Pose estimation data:
■ ■ ■ ■

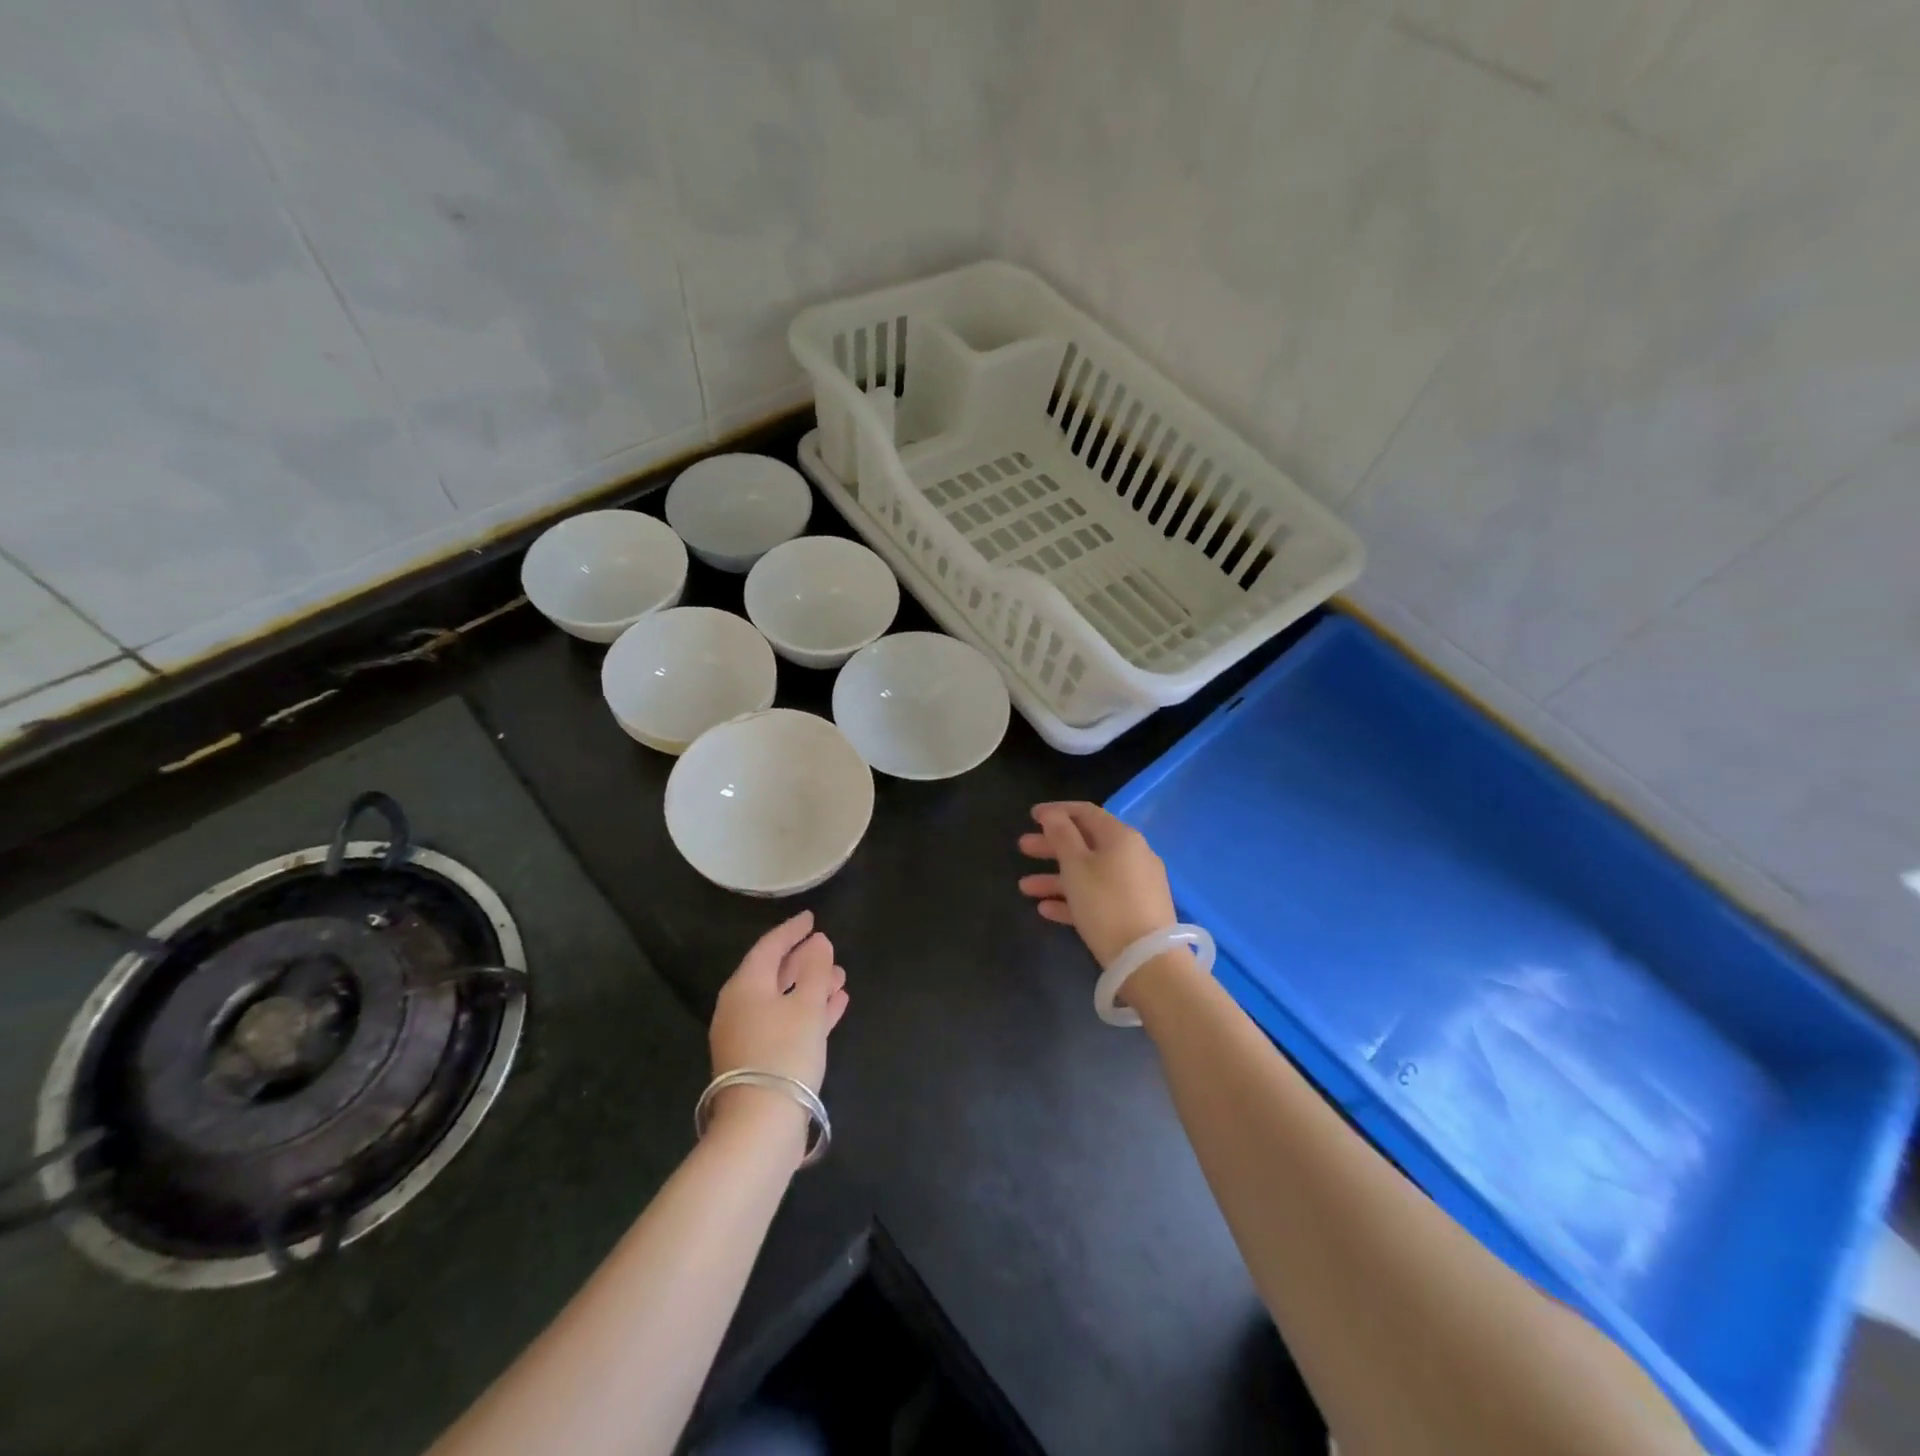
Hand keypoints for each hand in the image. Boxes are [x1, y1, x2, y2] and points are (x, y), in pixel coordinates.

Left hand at [709, 911, 848, 1097]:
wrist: (760, 1124)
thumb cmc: (785, 1052)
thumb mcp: (808, 1006)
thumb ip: (816, 970)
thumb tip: (818, 941)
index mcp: (745, 986)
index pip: (769, 947)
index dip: (792, 930)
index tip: (811, 918)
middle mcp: (739, 1006)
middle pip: (773, 973)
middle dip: (804, 961)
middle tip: (829, 949)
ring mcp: (746, 1035)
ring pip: (782, 1000)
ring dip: (810, 987)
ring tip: (840, 978)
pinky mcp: (757, 1059)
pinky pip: (784, 1023)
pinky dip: (807, 1012)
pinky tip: (835, 1008)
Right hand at [1017, 802, 1176, 966]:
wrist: (1147, 961)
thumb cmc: (1106, 904)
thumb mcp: (1076, 866)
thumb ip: (1062, 836)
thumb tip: (1052, 814)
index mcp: (1120, 837)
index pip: (1086, 812)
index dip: (1057, 811)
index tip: (1031, 816)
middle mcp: (1132, 855)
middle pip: (1086, 843)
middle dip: (1052, 846)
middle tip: (1022, 848)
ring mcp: (1135, 884)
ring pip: (1089, 873)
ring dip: (1056, 877)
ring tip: (1024, 887)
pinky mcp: (1134, 912)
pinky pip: (1098, 897)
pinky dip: (1073, 899)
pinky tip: (1046, 910)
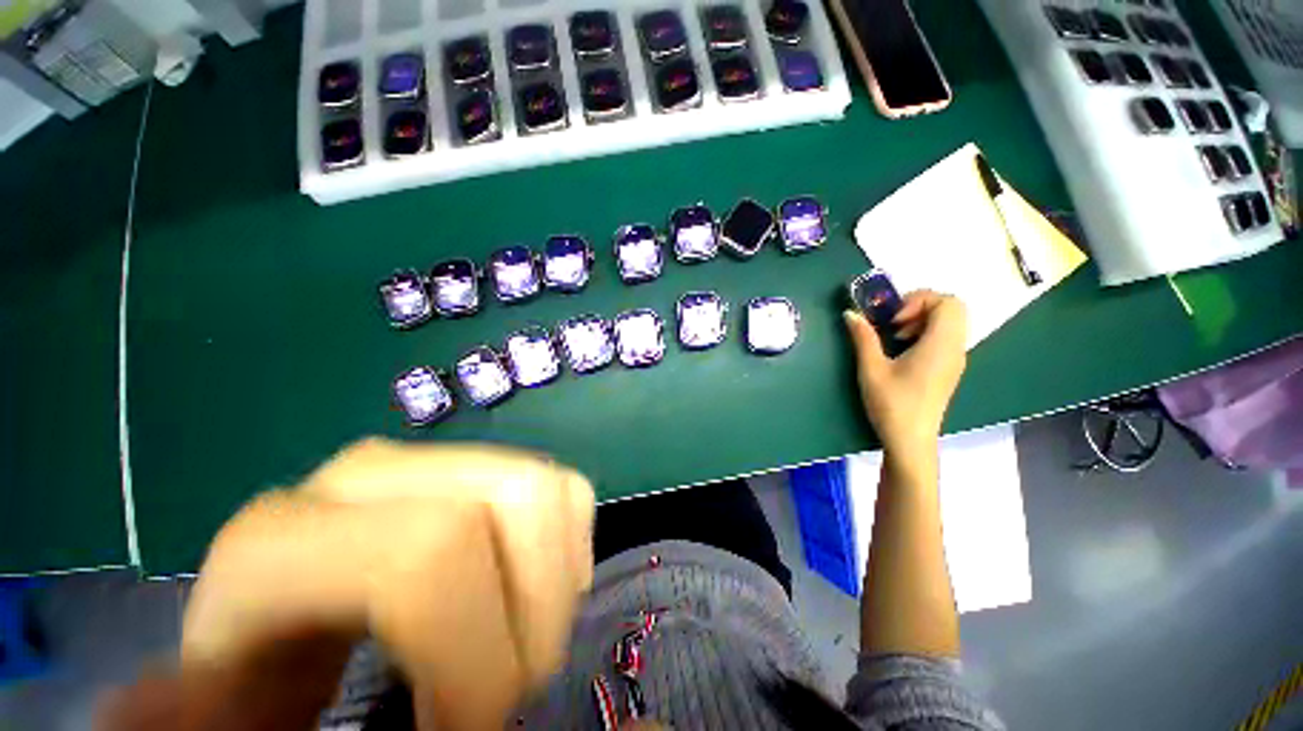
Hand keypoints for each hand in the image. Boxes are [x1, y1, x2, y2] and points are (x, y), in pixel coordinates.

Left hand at [101, 439, 594, 730]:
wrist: (260, 625)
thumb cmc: (254, 684)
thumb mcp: (260, 730)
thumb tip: (472, 730)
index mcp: (284, 542)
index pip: (428, 556)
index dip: (477, 652)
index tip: (476, 727)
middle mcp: (366, 477)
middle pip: (513, 500)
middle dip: (538, 606)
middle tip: (513, 685)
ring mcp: (431, 463)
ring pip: (545, 486)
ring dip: (559, 579)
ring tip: (524, 643)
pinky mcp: (473, 467)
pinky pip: (558, 484)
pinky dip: (571, 542)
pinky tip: (537, 593)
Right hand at [843, 291, 967, 459]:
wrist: (910, 441)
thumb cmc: (892, 404)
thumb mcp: (871, 368)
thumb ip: (863, 337)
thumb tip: (851, 313)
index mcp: (941, 345)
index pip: (948, 302)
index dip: (919, 300)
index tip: (893, 318)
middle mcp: (955, 348)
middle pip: (952, 309)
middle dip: (920, 307)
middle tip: (894, 322)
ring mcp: (954, 360)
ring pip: (949, 324)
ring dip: (922, 321)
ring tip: (894, 337)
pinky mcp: (948, 370)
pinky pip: (945, 339)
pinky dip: (925, 334)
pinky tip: (902, 352)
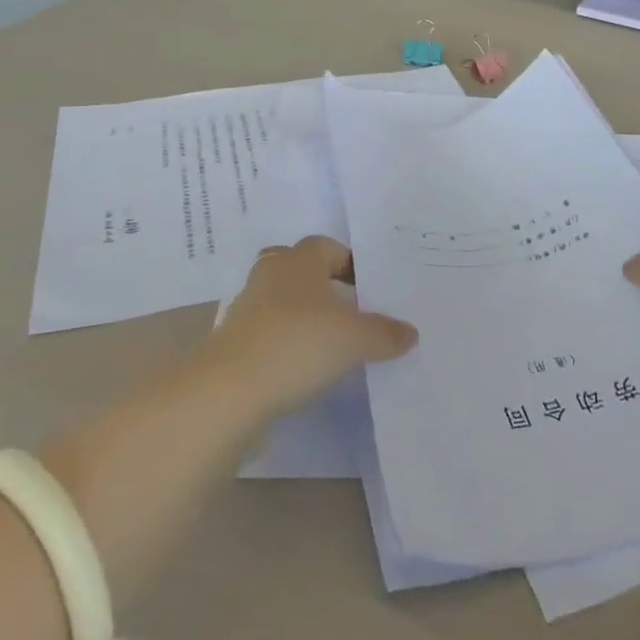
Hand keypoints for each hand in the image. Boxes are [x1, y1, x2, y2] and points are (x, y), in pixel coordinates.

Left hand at [202, 236, 418, 420]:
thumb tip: (411, 332)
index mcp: (299, 259)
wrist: (228, 392)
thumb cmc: (298, 344)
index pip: (328, 246)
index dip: (350, 264)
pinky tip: (301, 368)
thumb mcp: (354, 339)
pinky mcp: (232, 343)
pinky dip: (284, 343)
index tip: (369, 290)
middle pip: (300, 269)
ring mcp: (247, 308)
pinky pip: (266, 333)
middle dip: (322, 285)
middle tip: (348, 310)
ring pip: (281, 301)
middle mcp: (271, 274)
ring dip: (301, 316)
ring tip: (328, 342)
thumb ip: (384, 333)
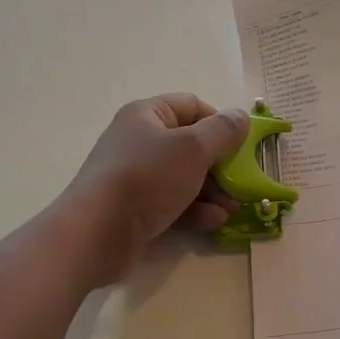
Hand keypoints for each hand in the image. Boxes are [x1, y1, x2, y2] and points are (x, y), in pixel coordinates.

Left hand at [63, 94, 249, 283]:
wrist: (97, 232)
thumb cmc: (146, 177)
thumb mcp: (193, 148)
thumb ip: (222, 132)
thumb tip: (240, 117)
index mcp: (148, 115)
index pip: (192, 106)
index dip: (220, 123)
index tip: (242, 146)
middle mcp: (140, 141)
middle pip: (191, 146)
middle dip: (221, 166)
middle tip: (242, 184)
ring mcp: (137, 177)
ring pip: (185, 178)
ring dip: (214, 192)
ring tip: (233, 209)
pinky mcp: (136, 209)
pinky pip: (173, 203)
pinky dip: (196, 211)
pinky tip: (214, 223)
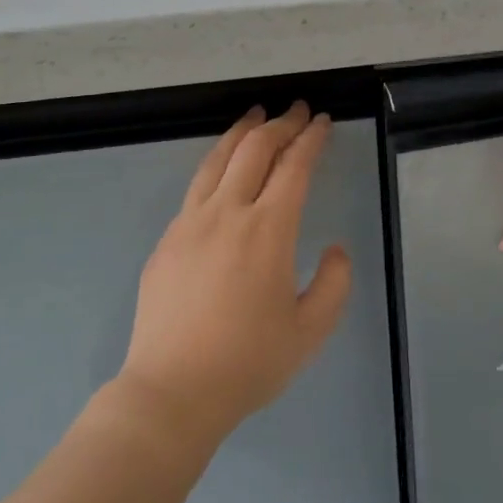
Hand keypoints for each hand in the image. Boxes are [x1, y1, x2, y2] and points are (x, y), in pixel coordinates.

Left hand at [120, 102, 351, 446]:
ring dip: (241, 132)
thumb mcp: (311, 331)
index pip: (293, 167)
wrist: (171, 392)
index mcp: (268, 230)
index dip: (310, 139)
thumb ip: (334, 283)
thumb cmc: (248, 363)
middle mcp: (227, 214)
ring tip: (255, 115)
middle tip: (295, 110)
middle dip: (279, 124)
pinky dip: (216, 164)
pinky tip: (222, 169)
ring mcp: (189, 224)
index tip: (321, 121)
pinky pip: (195, 188)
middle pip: (254, 150)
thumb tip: (335, 249)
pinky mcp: (167, 241)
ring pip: (217, 160)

■ ■ ■ ■

Problem requirements: Exact wording is required throughout: write out all the records, but no pictures.

Reply:
Hand keypoints for each hand in the image. Boxes are [x1, y1, x2, y2] and points are (x, y), in pixel coordinates.

Left hand at [709, 911, 848, 1097]:
wrist: (760, 1124)
thumb cmc: (785, 1052)
thumb mcp: (808, 1006)
thumb ip: (816, 970)
thumb tip: (818, 941)
index mcp: (745, 986)
index pip: (769, 947)
index dip: (792, 930)
index tip: (811, 918)
middle mcp: (739, 1006)
middle pip: (773, 973)
middle dip: (804, 961)
middle tip: (829, 949)
ring mcp: (746, 1035)
ring pip: (782, 1000)
ring dip: (810, 987)
ring tip: (840, 978)
pinky mcp: (757, 1059)
pinky pip: (784, 1023)
pinky dip: (807, 1012)
pinky tip: (835, 1008)
Right hand at [1017, 802, 1176, 966]:
wrist: (1147, 961)
thumb cmc: (1106, 904)
thumb mcp: (1076, 866)
thumb ip: (1062, 836)
thumb tip: (1052, 814)
index mcp: (1120, 837)
index pip: (1086, 812)
index dip: (1057, 811)
index tip: (1031, 816)
middle mcp: (1132, 855)
middle pip: (1086, 843)
middle dip: (1052, 846)
middle tip: (1022, 848)
ring mcp: (1135, 884)
ring pip: (1089, 873)
ring dip: (1056, 877)
ring tip: (1024, 887)
pinky mcp: (1134, 912)
pinky pip: (1098, 897)
pinky dip: (1073, 899)
pinky tip: (1046, 910)
Hand keypoints for each hand in the image. Boxes are [x1, y1, x2, y2] and points are (x, y), in pixel coordinates.

Left hand at [101, 439, 594, 730]:
wrist: (260, 625)
thumb cmc: (254, 684)
thumb mcp: (260, 730)
thumb tip: (472, 730)
index mcp: (284, 542)
index pip: (428, 556)
index dip: (477, 652)
index tip: (476, 727)
middle mcp: (366, 477)
middle pip: (513, 500)
middle dip: (538, 606)
middle tip: (513, 685)
ring mcp: (431, 463)
ring pip: (545, 486)
ring dip: (559, 579)
ring tip: (524, 643)
pinky mcp: (473, 467)
pinky pip: (558, 484)
pinky dip: (571, 542)
pinky tip: (537, 593)
Right hand at [843, 291, 967, 459]:
wrist: (910, 441)
thumb cmc: (892, 404)
thumb mcp: (871, 368)
thumb ip: (863, 337)
thumb tip: (851, 313)
index mcp: (941, 345)
index pip: (948, 302)
index dip: (919, 300)
index tip: (893, 318)
middle mcp: (955, 348)
middle pip: (952, 309)
middle dip: (920, 307)
middle tip: (894, 322)
ring mcp: (954, 360)
ring pip: (949, 324)
ring dip: (922, 321)
ring tip: (894, 337)
pinky mcp: (948, 370)
pinky pip: (945, 339)
pinky dip: (925, 334)
pinky tip: (902, 352)
Hand keypoints for each hand in the image. Boxes are [x1, y1, x2, y2] and points are (x, y), in pixel coordinates.

Left hand at [202, 236, 418, 420]:
thumb tip: (411, 332)
index mcp: (299, 259)
wrist: (228, 392)
thumb cmc: (298, 344)
index pip: (328, 246)
index dip: (350, 264)
pinky tip: (301, 368)
thumb mcp: (354, 339)
pinky mcp: (232, 343)
pinky dip: (284, 343)
index tip: (369, 290)
middle pip: (300, 269)
ring mcp: (247, 308)
pinky pip: (266, 333)
middle dip: (322, 285)
middle tip: (348, 310)
ring pip: (281, 301)
middle mcp: (271, 274)
ring dip: (301, 316)
ring tip: (328, 342)
thumb ip: (384, 333)
Hand keypoints for each hand in the image. Boxes are [x1, y1, x2, y2] and points are (x, y), in pixel coordinates.

Left hand at [63, 94, 249, 283]:
wrist: (97, 232)
thumb cmc: (146, 177)
thumb mcp: (193, 148)
thumb ip: (222, 132)
thumb tip: (240, 117)
index mcp: (148, 115)
index pip: (192, 106)
index dip: (220, 123)
index tip: (242, 146)
middle mcp: (140, 141)
middle pip: (191, 146)
middle dip: (221, 166)
middle tip: (242, 184)
ring mcp: (137, 177)
ring pip: (185, 178)
ring dip: (214, 192)
ring tip: (233, 209)
pinky mcp: (136, 209)
pinky pip: (173, 203)
pinky dip: (196, 211)
pinky tip: (214, 223)
Hand keypoints for each hand in the image. Boxes are [x1, y1, x2, y2] and points are (x, y), in pixel coordinates.

Left hand at [120, 102, 351, 446]:
ring dip: (241, 132)
thumb mcp: (311, 331)
index pip: (293, 167)
wrist: (171, 392)
index mcp: (268, 230)
index dip: (310, 139)
thumb ip: (334, 283)
thumb cmc: (248, 363)
middle mcp: (227, 214)
ring tip: (255, 115)
middle tip: (295, 110)
middle dip: (279, 124)
pinky dip: (216, 164)
pinky tip: (222, 169)
ring mcp: (189, 224)
index tip: (321, 121)
pinky pip: (195, 188)
middle pip: (254, 150)
thumb tip: (335, 249)
pinky mcp: (167, 241)
ring pip: (217, 160)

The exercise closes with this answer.